**Exercise brief**
Below this task are records; return each one exactly and omit its images.

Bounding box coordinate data
- - - -

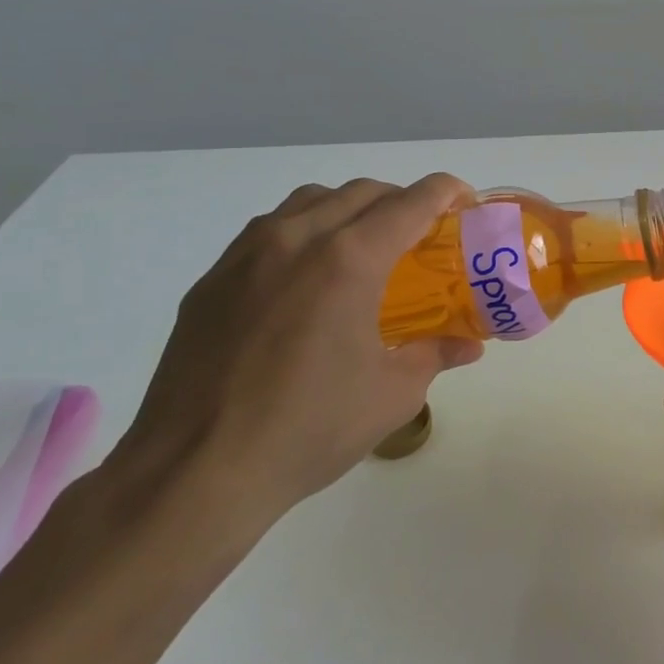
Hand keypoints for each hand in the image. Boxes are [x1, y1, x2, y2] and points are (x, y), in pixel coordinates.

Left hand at [105, 175, 484, 542]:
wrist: (195, 471)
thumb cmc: (309, 429)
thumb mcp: (392, 395)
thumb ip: (435, 355)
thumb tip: (467, 345)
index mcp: (348, 260)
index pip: (411, 202)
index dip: (447, 193)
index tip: (466, 204)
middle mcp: (296, 239)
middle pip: (362, 192)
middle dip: (402, 202)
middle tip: (422, 237)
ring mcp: (246, 255)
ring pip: (310, 202)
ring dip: (349, 210)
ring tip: (364, 251)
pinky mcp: (212, 280)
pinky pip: (268, 232)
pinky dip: (304, 234)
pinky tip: (307, 283)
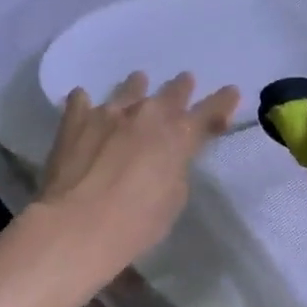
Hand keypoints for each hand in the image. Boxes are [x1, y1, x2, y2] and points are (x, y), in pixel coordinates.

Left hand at [35, 72, 238, 275]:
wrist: (76, 226)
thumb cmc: (135, 224)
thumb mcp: (173, 200)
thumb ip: (175, 170)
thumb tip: (168, 158)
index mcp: (178, 136)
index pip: (209, 111)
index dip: (223, 101)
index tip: (231, 92)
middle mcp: (146, 115)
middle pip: (171, 93)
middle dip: (181, 88)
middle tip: (185, 81)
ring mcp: (108, 113)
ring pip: (128, 89)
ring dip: (137, 86)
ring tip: (139, 80)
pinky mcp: (75, 121)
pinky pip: (81, 101)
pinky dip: (86, 103)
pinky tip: (83, 101)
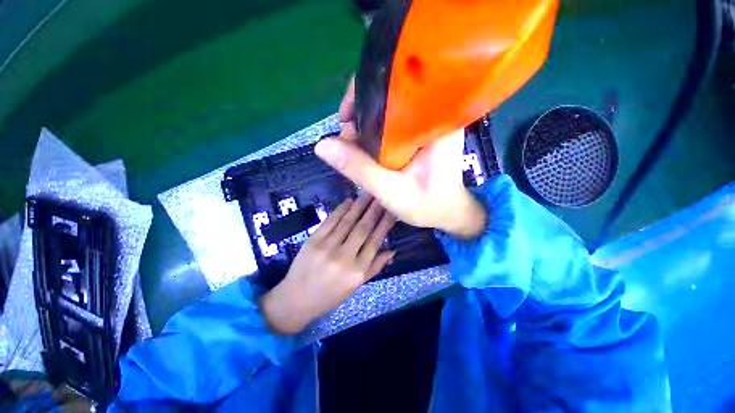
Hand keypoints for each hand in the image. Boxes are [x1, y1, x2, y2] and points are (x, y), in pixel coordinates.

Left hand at [260, 195, 395, 333]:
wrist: (298, 298)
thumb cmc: (331, 294)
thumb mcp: (356, 285)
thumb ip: (375, 267)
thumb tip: (392, 250)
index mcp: (357, 271)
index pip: (375, 242)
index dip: (384, 224)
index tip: (392, 210)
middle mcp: (344, 257)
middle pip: (363, 228)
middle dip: (374, 210)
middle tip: (381, 195)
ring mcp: (327, 247)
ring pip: (347, 222)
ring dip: (359, 205)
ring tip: (368, 193)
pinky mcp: (313, 240)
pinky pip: (330, 221)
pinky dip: (340, 209)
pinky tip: (349, 201)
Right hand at [315, 78, 486, 237]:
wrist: (446, 213)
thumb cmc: (428, 205)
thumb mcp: (392, 191)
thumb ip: (360, 169)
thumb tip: (322, 145)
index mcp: (435, 119)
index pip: (397, 83)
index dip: (364, 93)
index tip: (346, 118)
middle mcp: (431, 113)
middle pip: (387, 94)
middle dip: (360, 114)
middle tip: (347, 144)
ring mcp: (423, 122)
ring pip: (385, 110)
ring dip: (363, 126)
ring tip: (353, 151)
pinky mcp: (416, 133)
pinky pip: (389, 123)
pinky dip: (372, 134)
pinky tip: (363, 151)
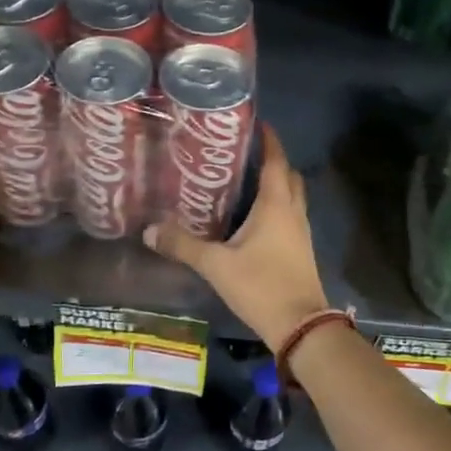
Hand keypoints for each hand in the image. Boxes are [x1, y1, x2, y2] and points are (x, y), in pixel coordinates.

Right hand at [145, 123, 332, 349]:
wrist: (301, 327)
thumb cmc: (261, 286)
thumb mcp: (216, 265)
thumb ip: (183, 245)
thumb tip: (149, 229)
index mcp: (276, 205)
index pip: (275, 161)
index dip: (268, 140)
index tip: (256, 123)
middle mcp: (292, 212)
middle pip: (288, 176)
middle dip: (271, 160)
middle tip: (243, 153)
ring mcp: (300, 232)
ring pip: (291, 197)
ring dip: (274, 184)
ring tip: (243, 180)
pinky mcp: (299, 250)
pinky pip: (289, 216)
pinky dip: (275, 207)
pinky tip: (251, 218)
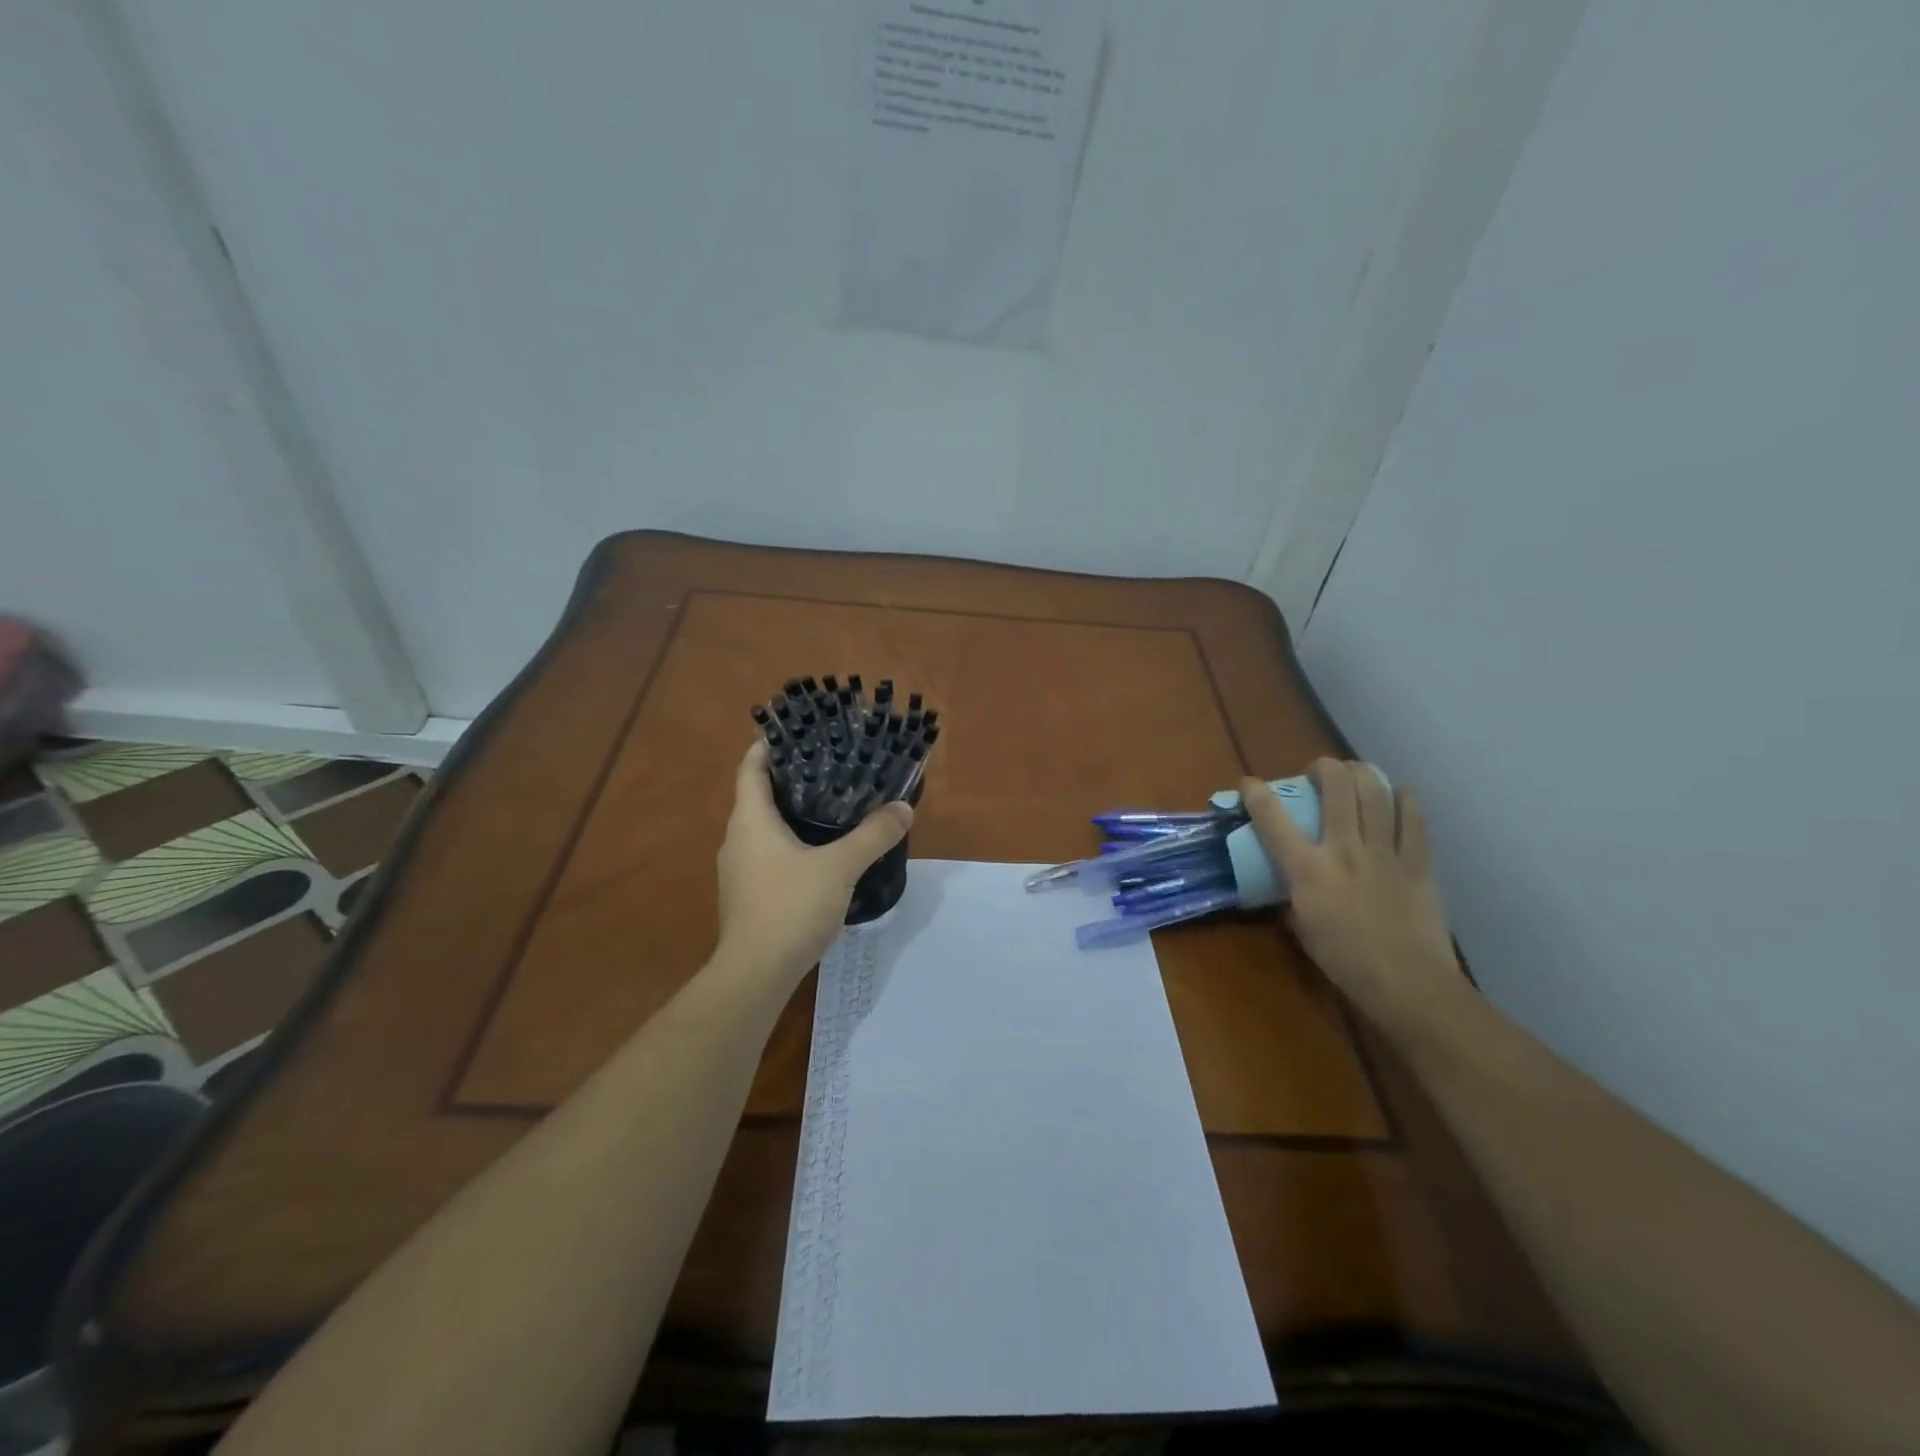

- - - -

**Your solution**
Hand keypoints for each hand in the image. Boxes are [x1, y1, x2, y2] and points are (x, y), in pixel coordinates.

Left hand at [105, 175, 484, 542]:
wrist: (195, 471)
thumb cmc: (309, 429)
thumb mcp: (392, 395)
thumb ip: (435, 355)
thumb tip: (467, 345)
index mcp: (348, 260)
index pip: (411, 202)
index dip: (447, 193)
index tip: (466, 204)
middle mcp: (296, 239)
middle pip: (362, 192)
middle dip: (402, 202)
middle tip: (422, 237)
ring mcp: (246, 255)
ring pip: (310, 202)
ring dip: (349, 210)
ring tip: (364, 251)
pinky mcp: (212, 280)
pinky pip: (268, 232)
pinky dip: (304, 234)
pinky tip: (307, 283)
Hand keypoints for each hand in the image. Boxes are [x1, y1, x2, y2] and points are (x, y), in pixel coordinates.

Left hand at [35, 72, 238, 275]:
wrist: (76, 226)
thumb cmc: (135, 224)
thumb mcp: (173, 200)
thumb ip: (175, 170)
thumb tip: (168, 158)
index mcp: (178, 136)
index pip: (209, 111)
index dip: (223, 101)
index tip: (231, 92)
middle mcp: (146, 115)
middle pip: (171, 93)
middle dip: (181, 88)
middle tip: (185, 81)
ring mcp: (108, 113)
ring pip: (128, 89)
ring dip: (137, 86)
ring tip: (139, 80)
pinky mcp: (75, 121)
pinky pip: (81, 101)
pinky dip: (86, 103)
pinky tip: (83, 101)
Hand keypoints for each hand in the image. Boxes are [x1, y1, x2, y2] and points are (x, y), in pixel coordinates.

Left hand at [260, 195, 395, 333]:
wrist: (298, 298)
thumb cmc: (331, 294)
thumb mcp: (356, 285)
thumb ip: (375, 267)
thumb tip: (392, 250)
index mcp: (357, 271)
index pip: (375, 242)
index dip: (384, 224)
index tip: (392, 210)
middle mcp: (344, 257)
middle pip: (363, 228)
middle dip: (374, 210)
middle tip: (381, 195)
ring mcp: (327, 247)
ring pip: (347, 222)
ring dip: (359, 205)
ring tip: (368, 193)
pinky mcp: (313, 240)
pinky pip: (330, 221)
pinky dip: (340, 209)
pinky tip: (349, 201)
Right hand at [315, 78, 486, 237]:
wrist: (446, 213)
thumb cmc: (428, 205)
thumb mcp: (392, 191)
thumb ip: (360, 169)
thumb tip: (322, 145)
index mcp: (435, 119)
index pip: (397, 83)
index dip: (364, 93)
index tip: (346, 118)
middle mcp: (431, 113)
middle pip: (387, 94)
middle dip: (360, 114)
middle tip: (347, 144)
ring mcp: (423, 122)
ring pip: (385, 110)
ring dip: (363, 126)
ring tip: (353, 151)
pinky mcp: (416, 133)
pinky pip: (389, 123)
pinky dip: (372, 134)
pinky tip: (363, 151)
Hand keypoints for each hand in the image. Boxes are [x1, y1, x2, y2] and points are (x, y), in pixel coordinates.

Right hand at [145, 123, 332, 349]:
wrist: (301, 327)
thumb cmc: (261, 286)
thumb mcp: (216, 265)
thumb ip: (183, 245)
thumb tip: (149, 229)
index mcp: (276, 205)
index pip: (275, 161)
index dip: (268, 140)
index tip: (256, 123)
middle mcp: (292, 212)
middle pip: (288, 176)
middle dip: (271, 160)
middle tip: (243, 153)
ring mcp: (300, 232)
ring pip: (291, 197)
ring dip: (274, 184)
ring tip: (243, 180)
pinky mcp: (299, 250)
pinky pip: (289, 216)
pinky dip: (275, 207)
pinky tip: (251, 218)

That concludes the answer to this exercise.